▶ [Exercise instructions]
Given the entries below, copy each of them out exactly.

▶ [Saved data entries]

++++

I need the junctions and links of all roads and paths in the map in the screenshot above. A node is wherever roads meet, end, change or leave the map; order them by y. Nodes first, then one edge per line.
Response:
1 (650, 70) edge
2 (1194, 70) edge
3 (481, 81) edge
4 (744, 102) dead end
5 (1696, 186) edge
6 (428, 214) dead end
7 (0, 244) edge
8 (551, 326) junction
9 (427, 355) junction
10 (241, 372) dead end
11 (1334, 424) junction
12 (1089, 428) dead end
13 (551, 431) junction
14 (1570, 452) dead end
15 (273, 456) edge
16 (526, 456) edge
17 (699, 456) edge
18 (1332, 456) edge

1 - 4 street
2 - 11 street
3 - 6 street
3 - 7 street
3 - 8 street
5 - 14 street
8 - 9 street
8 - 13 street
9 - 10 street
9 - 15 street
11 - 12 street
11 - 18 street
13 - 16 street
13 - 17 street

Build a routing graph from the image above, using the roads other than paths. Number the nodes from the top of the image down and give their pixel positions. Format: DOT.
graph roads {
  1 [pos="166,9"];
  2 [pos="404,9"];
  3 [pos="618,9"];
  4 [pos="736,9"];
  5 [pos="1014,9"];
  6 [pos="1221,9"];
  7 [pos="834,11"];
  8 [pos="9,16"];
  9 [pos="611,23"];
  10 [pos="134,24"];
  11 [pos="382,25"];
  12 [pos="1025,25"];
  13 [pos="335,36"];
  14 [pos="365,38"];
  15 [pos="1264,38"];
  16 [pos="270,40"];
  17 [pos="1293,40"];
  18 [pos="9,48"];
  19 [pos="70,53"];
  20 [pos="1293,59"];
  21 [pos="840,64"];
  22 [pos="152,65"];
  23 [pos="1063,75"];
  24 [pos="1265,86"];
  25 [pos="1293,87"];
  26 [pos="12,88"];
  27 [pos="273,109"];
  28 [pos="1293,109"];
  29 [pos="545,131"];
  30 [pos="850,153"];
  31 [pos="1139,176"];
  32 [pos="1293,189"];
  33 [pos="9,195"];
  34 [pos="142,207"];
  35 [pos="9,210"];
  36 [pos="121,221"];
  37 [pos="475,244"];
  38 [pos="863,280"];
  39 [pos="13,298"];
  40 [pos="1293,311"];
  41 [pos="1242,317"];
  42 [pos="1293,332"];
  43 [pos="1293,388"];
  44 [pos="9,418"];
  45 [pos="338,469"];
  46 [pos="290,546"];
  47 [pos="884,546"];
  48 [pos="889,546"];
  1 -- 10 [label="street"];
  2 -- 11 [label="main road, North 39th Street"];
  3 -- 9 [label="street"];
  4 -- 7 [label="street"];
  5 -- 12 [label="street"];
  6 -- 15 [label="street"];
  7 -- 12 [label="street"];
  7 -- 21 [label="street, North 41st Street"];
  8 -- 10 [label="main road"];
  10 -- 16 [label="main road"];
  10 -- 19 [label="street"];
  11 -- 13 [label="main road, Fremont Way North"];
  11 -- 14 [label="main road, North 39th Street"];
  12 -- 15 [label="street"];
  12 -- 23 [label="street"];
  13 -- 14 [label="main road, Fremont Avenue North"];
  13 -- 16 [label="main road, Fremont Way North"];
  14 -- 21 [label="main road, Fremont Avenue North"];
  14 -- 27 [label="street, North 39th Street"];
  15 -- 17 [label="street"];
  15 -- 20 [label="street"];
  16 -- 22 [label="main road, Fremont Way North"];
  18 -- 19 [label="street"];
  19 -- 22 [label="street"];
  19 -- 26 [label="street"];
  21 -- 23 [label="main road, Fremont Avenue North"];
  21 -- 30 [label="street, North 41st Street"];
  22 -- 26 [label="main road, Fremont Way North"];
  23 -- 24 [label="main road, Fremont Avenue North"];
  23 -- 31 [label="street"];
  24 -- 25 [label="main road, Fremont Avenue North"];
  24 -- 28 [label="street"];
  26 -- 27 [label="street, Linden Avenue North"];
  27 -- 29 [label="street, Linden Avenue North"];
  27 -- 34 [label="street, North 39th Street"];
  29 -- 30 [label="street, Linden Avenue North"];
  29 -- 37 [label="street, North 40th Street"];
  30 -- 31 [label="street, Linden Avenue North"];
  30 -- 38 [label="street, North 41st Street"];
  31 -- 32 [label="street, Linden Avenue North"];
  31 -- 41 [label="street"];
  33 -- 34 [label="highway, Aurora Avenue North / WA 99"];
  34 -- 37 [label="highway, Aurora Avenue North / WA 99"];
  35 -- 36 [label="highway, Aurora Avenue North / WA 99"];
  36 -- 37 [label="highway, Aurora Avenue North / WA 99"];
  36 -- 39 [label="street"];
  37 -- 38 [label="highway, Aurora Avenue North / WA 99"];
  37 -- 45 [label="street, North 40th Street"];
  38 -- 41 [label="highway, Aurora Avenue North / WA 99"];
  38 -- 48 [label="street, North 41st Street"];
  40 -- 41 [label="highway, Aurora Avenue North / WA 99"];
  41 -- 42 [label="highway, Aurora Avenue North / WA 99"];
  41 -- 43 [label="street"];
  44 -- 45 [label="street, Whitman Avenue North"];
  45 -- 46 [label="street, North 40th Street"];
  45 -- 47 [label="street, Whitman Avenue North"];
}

++++

▶ [The answer]
I need the junctions and links of all roads and paths in the map in the screenshot above. A node is wherever roads meet, end, change or leave the map; order them by y. Nodes first, then one edge per line.
Response:
1 (650, 70) edge
2 (1194, 70) edge
3 (481, 81) edge
4 (744, 102) dead end
5 (1696, 186) edge
6 (428, 214) dead end
7 (0, 244) edge
8 (551, 326) junction
9 (427, 355) junction
10 (241, 372) dead end
11 (1334, 424) junction
12 (1089, 428) dead end
13 (551, 431) junction
14 (1570, 452) dead end
15 (273, 456) edge
16 (526, 456) edge
17 (699, 456) edge
18 (1332, 456) edge

1 - 4 street
2 - 11 street
3 - 6 street
3 - 7 street
3 - 8 street
5 - 14 street
8 - 9 street
8 - 13 street
9 - 10 street
9 - 15 street
11 - 12 street
11 - 18 street
13 - 16 street
13 - 17 street

Build a routing graph from the image above, using the roads other than paths. Number the nodes from the top of the image down and give their pixel positions. Format: DOT.
graph roads {
  1 [pos="166,9"];
  2 [pos="404,9"];
  3 [pos="618,9"];
  4 [pos="736,9"];
  5 [pos="1014,9"];
  6 [pos="1221,9"];
  7 [pos="834,11"];
  8 [pos="9,16"];
  9 [pos="611,23"];
  10 [pos="134,24"];
  11 [pos="382,25"];
  12 [pos="1025,25"];
  13 [pos="335,36"];
  14 [pos="365,38"];
  15 [pos="1264,38"];
  16 [pos="270,40"];
  17 [pos="1293,40"];
  18 [pos="9,48"];
  19 [pos="70,53"];
  20 [pos="1293,59"];
  21 [pos="840,64"];
  22 [pos="152,65"];
  23 [pos="1063,75"];
  24 [pos="1265,86"];
  25 [pos="1293,87"];
  26 [pos="12,88"];
  27 [pos="273,109"];
  28 [pos="1293,109"];
  29 [pos="545,131"];
  30 [pos="850,153"];
  31 [pos="1139,176"];
  32 [pos="1293,189"];
  33 [pos="9,195"];
  34 [pos="142,207"];
  35 [pos="9,210"];
  36 [pos="121,221"];
  37 [pos="475,244"];
  38 [pos="863,280"];
  39 [pos="13,298"];
  40 [pos="1293,311"];
  41 [pos="1242,317"];
  42 [pos="1293,332"];
  43 [pos="1293,388"];
  44 [pos="9,418"];
  45 [pos="338,469"];
  46 [pos="290,546"];
  47 [pos="884,546"];
  48 [pos="889,546"];
  1 -- 10 [label="street"];
  2 -- 11 [label="main road, North 39th Street"];
  3 -- 9 [label="street"];
  4 -- 7 [label="street"];
  5 -- 12 [label="street"];
  6 -- 15 [label="street"];
  7 -- 12 [label="street"];
  7 -- 21 [label="street, North 41st Street"];
  8 -- 10 [label="main road"];
  10 -- 16 [label="main road"];
  10 -- 19 [label="street"];
  11 -- 13 [label="main road, Fremont Way North"];
  11 -- 14 [label="main road, North 39th Street"];
  12 -- 15 [label="street"];
  12 -- 23 [label="street"];
  13 -- 14 [label="main road, Fremont Avenue North"];
  13 -- 16 [label="main road, Fremont Way North"];
  14 -- 21 [label="main road, Fremont Avenue North"];
  14 -- 27 [label="street, North 39th Street"];
  15 -- 17 [label="street"];
  15 -- 20 [label="street"];
  16 -- 22 [label="main road, Fremont Way North"];
  18 -- 19 [label="street"];
  19 -- 22 [label="street"];
  19 -- 26 [label="street"];
  21 -- 23 [label="main road, Fremont Avenue North"];
  21 -- 30 [label="street, North 41st Street"];
  22 -- 26 [label="main road, Fremont Way North"];
  23 -- 24 [label="main road, Fremont Avenue North"];
  23 -- 31 [label="street"];
  24 -- 25 [label="main road, Fremont Avenue North"];
  24 -- 28 [label="street"];
  26 -- 27 [label="street, Linden Avenue North"];
  27 -- 29 [label="street, Linden Avenue North"];
  27 -- 34 [label="street, North 39th Street"];
  29 -- 30 [label="street, Linden Avenue North"];
  29 -- 37 [label="street, North 40th Street"];
  30 -- 31 [label="street, Linden Avenue North"];
  30 -- 38 [label="street, North 41st Street"];
  31 -- 32 [label="street, Linden Avenue North"];
  31 -- 41 [label="street"];
  33 -- 34 [label="highway, Aurora Avenue North / WA 99"];
  34 -- 37 [label="highway, Aurora Avenue North / WA 99"];
  35 -- 36 [label="highway, Aurora Avenue North / WA 99"];
  36 -- 37 [label="highway, Aurora Avenue North / WA 99"];
  36 -- 39 [label="street"];
  37 -- 38 [label="highway, Aurora Avenue North / WA 99"];
  37 -- 45 [label="street, North 40th Street"];
  38 -- 41 [label="highway, Aurora Avenue North / WA 99"];
  38 -- 48 [label="street, North 41st Street"];
  40 -- 41 [label="highway, Aurora Avenue North / WA 99"];
  41 -- 42 [label="highway, Aurora Avenue North / WA 99"];
  41 -- 43 [label="street"];
  44 -- 45 [label="street, Whitman Avenue North"];
  45 -- 46 [label="street, North 40th Street"];
  45 -- 47 [label="street, Whitman Avenue North"];
}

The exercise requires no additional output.